千笙本來很想維持一下自己體貼小婢女的人設,奈何實在太懶,每日不睡到自然醒絕不起身,反正蕭珩也縱容她,但搞事業的步伐是絕對不能停下的。
雲王府是香餑餑也是燙手山芋,與雲鸞接觸必須小心又小心,畢竟皇宮中那麼多眼睛。
蟄伏了好多天後,千笙終於和雲鸞暗中碰上了頭。
雲鸞看著堆滿桌子的金銀珠寶,平靜的神情微微有些波動,口氣卻是輕鬆隨意,開玩笑道:“你這是要攜款潛逃?”
千笙無心與雲鸞玩笑,正色道:“雲鸞,你去幫我把這些財寶換成銀票,越多越好。”
雲鸞神情慢慢變得嚴肅:“你們這是打算造勢了。”
千笙點頭,淡淡道:“我要用這些錢開設不同的店鋪,從而積累不可或缺的財力,我和蕭珩被困深宮能指望的隻有你了。”
雲鸞雖和他們一樣被困深宮,但卻有門路與外界溝通。
雲鸞將珠寶收好,笑了笑道:“我再給你們添上一些就當入夥了。”
千笙淡笑:“放心,我會擬個契約絕對不會讓你吃虧的。”她突然一頓,深深凝視雲鸞那雙英氣的眼眸:“雲鸞,荊棘不歸路,幸與卿同行。”
雲鸞拱手,凜然道:“不問前程,但求無悔。”
離開的時候,雲鸞突然問:“若蕭珩事敗,雲王府仍有退路,蕭珩如果棄你,我定會護你平安。”

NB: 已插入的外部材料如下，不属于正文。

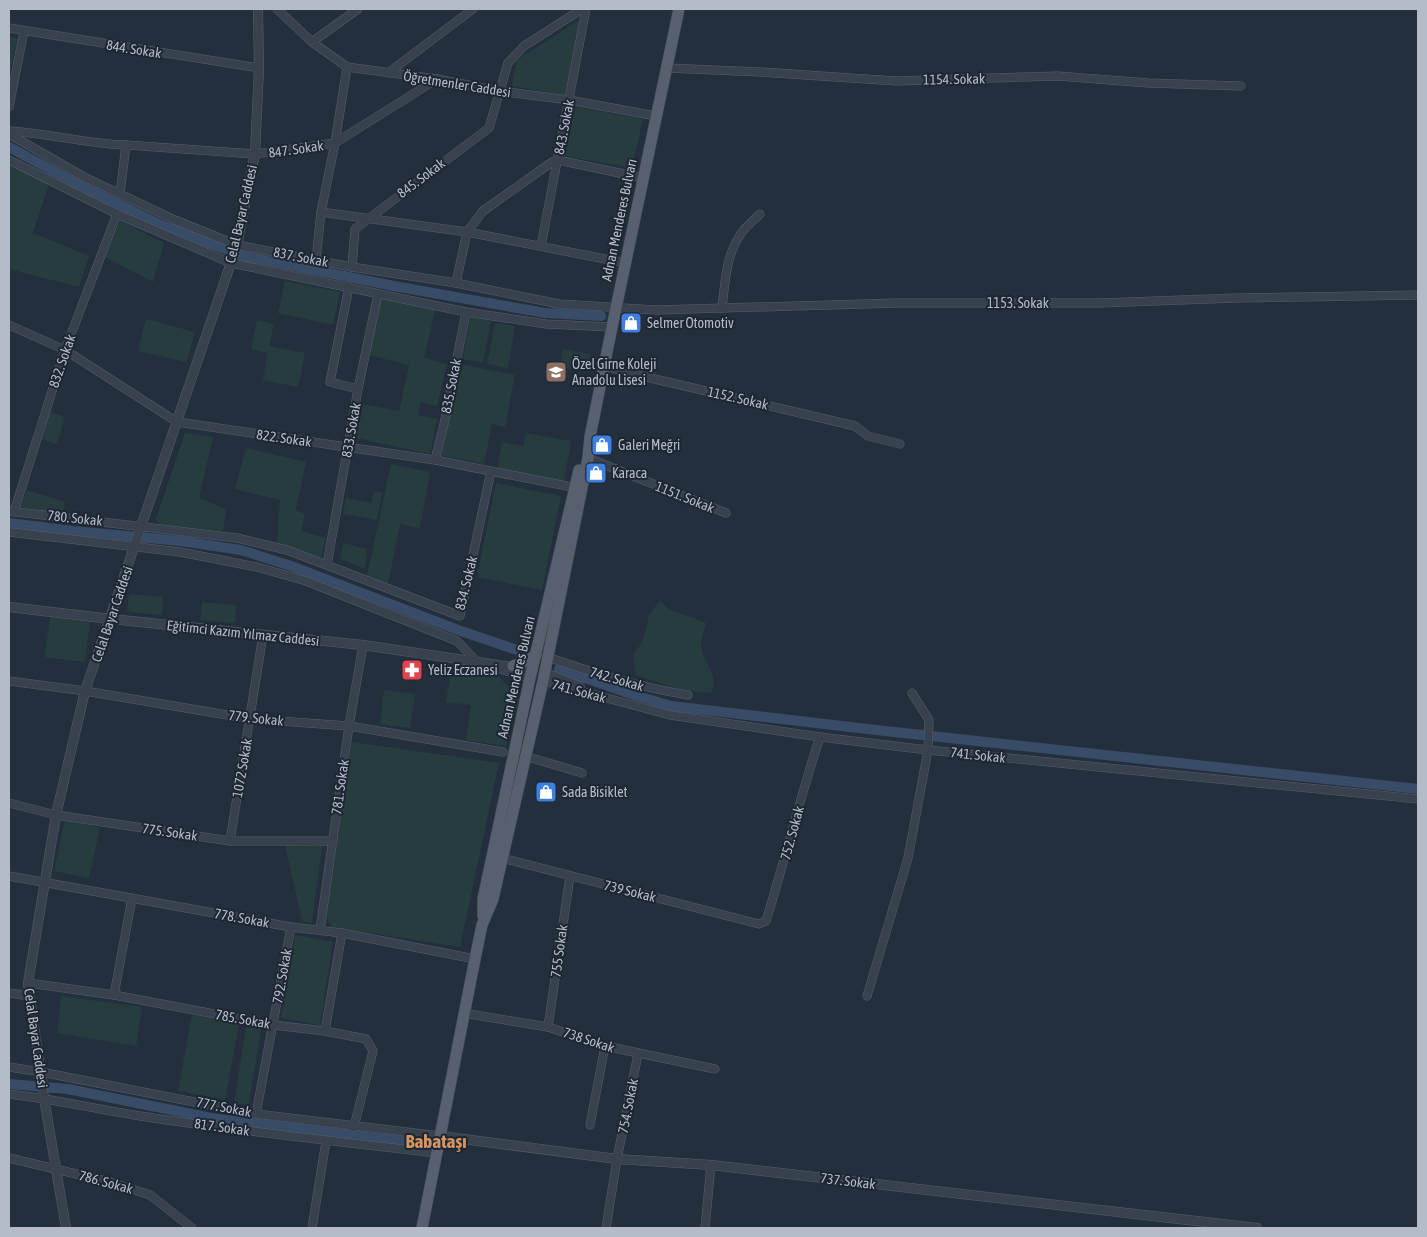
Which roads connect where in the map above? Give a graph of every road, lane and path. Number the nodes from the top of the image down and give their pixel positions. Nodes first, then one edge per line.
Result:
1 (258, 9) edge
2 (277, 9) edge
3 (358, 9) edge
4 (473, 9) edge
5 (582, 9) edge
6 (586, 9) edge
7 (679, 9) edge
8 (9, 28) edge
9 (24, 31) junction
10 (312, 42) junction
11 (347, 67) junction
12 (259, 68) junction
13 (666, 68) junction
14 (388, 73) junction
15 (437, 78) junction
16 (1241, 86) dead end
17 (499, 91) junction
18 (569, 100) junction
19 (9, 107) edge
20 (656, 116) junction
21 (9, 132) edge
22 (335, 144) junction
23 (126, 146) junction
24 (254, 154) junction
25 (9, 160) edge
26 (558, 160) junction
27 (643, 178) junction
28 (120, 194) junction
29 (321, 212) junction
30 (117, 214) junction
31 (760, 214) dead end
32 (366, 218) junction
33 (467, 232) junction
34 (237, 245) junction
35 (541, 246) junction
36 (316, 260) junction
37 (231, 263) junction
38 (626, 263) junction
39 (352, 266) junction
40 (456, 283) junction
41 (349, 288) junction
42 (378, 294) junction
43 (1418, 295) edge
44 (617, 307) junction
45 (722, 308) junction
46 (466, 312) junction
47 (9, 326) edge
48 (612, 327) junction
49 (65, 350) junction
50 (604, 366) junction
51 (358, 389) junction
52 (177, 422) junction
53 (590, 437) junction
54 (900, 444) dead end
55 (348, 448) junction
56 (588, 458) junction
57 (435, 460) junction
58 (491, 471) junction
59 (578, 488) junction
60 (11, 511) edge
61 (726, 513) dead end
62 (142, 526) junction
63 (9, 532) edge
64 (134, 547) junction
65 (327, 565) junction
66 (9, 607) edge
67 (110, 620) junction
68 (263, 635) junction
69 (363, 645) junction
70 (541, 656) junction
71 (477, 662) junction
72 (513, 666) junction
73 (531, 674) junction
74 (543, 676) junction
75 (9, 681) edge
76 (85, 692) junction
77 (912, 693) dead end
78 (688, 695) dead end
79 (250, 719) junction
80 (349, 726) junction
81 (820, 737) junction
82 (928, 750) junction
83 (503, 752) dead end
84 (525, 756) junction
85 (582, 773) dead end
86 (1418, 799) edge
87 (9, 803) edge
88 (56, 815) junction
89 (230, 841) junction
90 (333, 841) junction
91 (502, 858) junction
92 (9, 876) edge
93 (570, 876) junction
94 (45, 882) junction
95 (132, 898) junction
96 (759, 924) joint
97 (291, 926) junction
98 (482, 926) junction
99 (320, 930) junction
100 (342, 933) junction
101 (475, 959) junction
102 (28, 983) junction
103 (9, 992) edge
104 (114, 995) junction
105 (30, 996) junction
106 (866, 996) dead end
107 (463, 1013) junction
108 (273, 1024) junction
109 (548, 1026) junction
110 (325, 1031) junction
111 (604, 1046) junction
112 (638, 1054) junction
113 (9, 1067) edge
114 (715, 1069) dead end
115 (41, 1072) junction
116 (9, 1094) edge
117 (44, 1098) junction
118 (256, 1114) junction
119 (590, 1126) dead end
120 (354, 1127) junction
121 (440, 1136) junction
122 (326, 1141) junction
123 (437, 1153) junction
124 (9, 1158) edge
125 (617, 1159) junction
126 (711, 1166) junction
127 (55, 1169) junction
128 (66, 1228) edge
129 (192, 1228) edge
130 (312, 1228) edge
131 (422, 1228) edge
132 (606, 1228) edge
133 (705, 1228) edge
134 (1257, 1228) edge

1 - 12 street, Celal Bayar Caddesi
2 - 10 street, Öğretmenler Caddesi
3 - 10 street
4 - 14 street
5 - 17 street, 845. Sokak
6 - 18 street, 843. Sokak
7 - 13 main road, Adnan Menderes Bulvarı
8 - 9 street, 844. Sokak
9 - 12 street, 844. Sokak
9 - 19 street
10 - 11 street, Öğretmenler Caddesi
11 - 14 street, Öğretmenler Caddesi
11 - 22 street
12 - 24 street, Celal Bayar Caddesi
13 - 16 street, 1154. Sokak
13 - 20 main road, Adnan Menderes Bulvarı
14 - 15 street, Öğretmenler Caddesi
15 - 17 street, Öğretmenler Caddesi
15 - 22 street, 847. Sokak
17 - 18 street, Öğretmenler Caddesi
17 - 32 street, 845. Sokak
18 - 20 street, Öğretmenler Caddesi
18 - 26 street, 843. Sokak
20 - 27 main road, Adnan Menderes Bulvarı
21 - 23 street, 847. Sokak
21 - 28 street, 837. Sokak
22 - 24 street, 847. Sokak
22 - 29 street
23 - 24 street, 847. Sokak
23 - 28 street
24 - 34 street, Celal Bayar Caddesi
25 - 30 street, 837. Sokak
26 - 27 street
26 - 33 street
26 - 35 street, 843. Sokak
27 - 38 main road, Adnan Menderes Bulvarı
28 - 34 street, 837. Sokak
29 - 32 street
29 - 36 street
30 - 37 street, 837. Sokak
30 - 49 street, 832. Sokak
31 - 45 street
32 - 33 street
32 - 39 street, 845. Sokak
33 - 35 street
33 - 40 street
34 - 36 street, 837. Sokak
34 - 37 street, Celal Bayar Caddesi
35 - 38 street
36 - 39 street, 837. Sokak
37 - 41 street, 837. Sokak
37 - 52 street, Celal Bayar Caddesi
38 - 44 main road, Adnan Menderes Bulvarı
39 - 40 street, 837. Sokak
40 - 44 street, 837. Sokak
41 - 42 street, 837. Sokak
41 - 51 street, 833. Sokak
42 - 46 street, 837. Sokak
42 - 51 street
43 - 45 street, 1153. Sokak
44 - 45 street, 1153. Sokak
44 - 48 main road, Adnan Menderes Bulvarı
46 - 48 street, 837. Sokak
46 - 57 street, 835. Sokak
47 - 49 street, 822. Sokak
48 - 50 main road, Adnan Menderes Bulvarı
49 - 52 street, 822. Sokak
49 - 60 street, 832. Sokak
50 - 53 main road, Adnan Menderes Bulvarı
50 - 54 street, 1152. Sokak
51 - 55 street, 833. Sokak
52 - 55 street, 822. Sokak
52 - 62 street, Celal Bayar Caddesi
53 - 56 main road, Adnan Menderes Bulvarı
53 - 59 main road, Adnan Menderes Bulvarı
55 - 57 street, 822. Sokak
55 - 65 street, 833. Sokak
56 - 59 main road, Adnan Menderes Bulvarı
56 - 61 street, 1151. Sokak
57 - 58 street, 822. Sokak
58 - 59 street, 822. Sokak
58 - 65 street, 834. Sokak
59 - 70 main road, Adnan Menderes Bulvarı
60 - 62 street, 780. Sokak
62 - 64 street, Celal Bayar Caddesi
62 - 65 street, 780. Sokak
63 - 64 street
64 - 67 street, Celal Bayar Caddesi
64 - 71 street
66 - 67 street, Eğitimci Kazım Yılmaz Caddesi
67 - 68 street, Eğitimci Kazım Yılmaz Caddesi
67 - 76 street, Celal Bayar Caddesi
68 - 69 street, Eğitimci Kazım Yılmaz Caddesi
68 - 79 street, 1072 Sokak
69 - 71 street, Eğitimci Kazım Yılmaz Caddesi
69 - 80 street, 781. Sokak
70 - 72 main road
70 - 73 main road, Adnan Menderes Bulvarı
70 - 74 main road, Adnan Menderes Bulvarı
70 - 78 street, 742. Sokak
71 - 72 street, Eğitimci Kazım Yılmaz Caddesi
71 - 73 street, Eğitimci Kazım Yılmaz Caddesi
72 - 73 street, Eğitimci Kazım Yılmaz Caddesi
73 - 74 main road
73 - 98 main road, Adnan Menderes Bulvarı
74 - 81 street, 741. Sokak
74 - 84 main road, Adnan Menderes Bulvarı
75 - 76 street, 779. Sokak
76 - 79 street, 779. Sokak
76 - 88 street, Celal Bayar Caddesi
77 - 82 street
79 - 80 street, 779. Sokak
79 - 89 street, 1072 Sokak
80 - 83 street, 779. Sokak
80 - 90 street, 781. Sokak
81 - 82 street, 741. Sokak
81 - 96 street, 752. Sokak
82 - 86 street, 741. Sokak
82 - 106 street
84 - 85 street
84 - 91 main road, Adnan Menderes Bulvarı
87 - 88 street, 775. Sokak
88 - 89 street, 775. Sokak
88 - 94 street, Celal Bayar Caddesi
89 - 90 street, 775. Sokak
90 - 99 street, 781. Sokak
91 - 93 street, 739 Sokak
91 - 98 main road, Adnan Menderes Bulvarı
92 - 94 street, 778. Sokak
93 - 96 street, 739 Sokak
93 - 109 street, 755 Sokak
94 - 95 street, 778. Sokak
94 - 102 street, Celal Bayar Caddesi
95 - 97 street, 778. Sokak
95 - 104 street
97 - 99 street, 778. Sokak
97 - 108 street, 792. Sokak
98 - 101 main road, Adnan Menderes Bulvarı
99 - 100 street, 778. Sokak
100 - 101 street, 778. Sokak
100 - 110 street
101 - 107 main road, Adnan Menderes Bulvarı
102 - 104 street, 785. Sokak
102 - 105 street, Celal Bayar Caddesi
103 - 105 street
104 - 108 street, 785. Sokak
105 - 115 street, Celal Bayar Caddesi
107 - 109 street, 738 Sokak
107 - 121 main road, Adnan Menderes Bulvarı
108 - 110 street, 785. Sokak
108 - 118 street, 792. Sokak
109 - 111 street, 738 Sokak
110 - 120 street, 785. Sokak
111 - 112 street, 738 Sokak
111 - 119 street
112 - 114 street, 738 Sokak
112 - 125 street, 754. Sokak
113 - 115 street, 777. Sokak
115 - 117 street, Celal Bayar Caddesi
115 - 118 street, 777. Sokak
116 - 117 street, 817. Sokak
117 - 122 street, 817. Sokak
117 - 127 street, Celal Bayar Caddesi
118 - 120 street, 777. Sokak
120 - 121 street, 777. Sokak
121 - 123 main road, Adnan Menderes Bulvarı
121 - 125 street, 737. Sokak
122 - 123 street, 817. Sokak
122 - 130 street
123 - 131 main road, Adnan Menderes Bulvarı
124 - 127 street, 786. Sokak
125 - 126 street, 737. Sokak
125 - 132 street, 754. Sokak
126 - 133 street
126 - 134 street, 737. Sokak
127 - 128 street, Celal Bayar Caddesi
127 - 129 street, 786. Sokak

“他永遠不會背棄我。”千笙回眸粲然一笑:“雲鸞,我知道你對蕭珩還心有防範,但天長日久,你終會知道他是何等溫柔、堅韌、赤誠的人。”
......
籌措的銀兩很快就送到了千笙手中,算上雲鸞入夥的五萬兩,一共有十萬多兩,按照京城的物價,這些錢可以在京城最好的地段開上三間店鋪左右。
有了本金,便要開始謀算。
幽幽燭火下,身姿纖柔的女孩正伏案提筆思索,秀麗的眉頭微微皺起。
蕭珩抽掉千笙手中的狼毫,將一碗燕窩粥遞到她麵前,微微皺眉道:“別忙了,先喝些粥,你晚膳都沒吃多少。”
千笙對燕窩粥視而不見,指著自己做的策劃案,興致勃勃道:“正所謂女子的錢最好掙,我們用手頭的錢開一家專賣女子成衣的仙綾閣和專賣首飾的琳琅閣,再開一家酒樓就叫醉仙樓,等這三間鋪子站住腳跟,再擴大規模,一定財源滾滾來。”
蕭珩端起燕窩粥,直接舀了一勺送進了千笙喋喋不休的小嘴裏,淡淡道:“先喝粥。”
千笙囫圇地把粥咽下去,繼續說:“除了明麵上的產業,暗中還要發展情報組織、暗殺組織等勢力,先說好,這暗殺組織必須要有行事原則,決不能濫殺無辜戕害忠良。”她又開始犯愁:“計劃很美好,可實施起來很困難,最主要咱們出不了宮啊。”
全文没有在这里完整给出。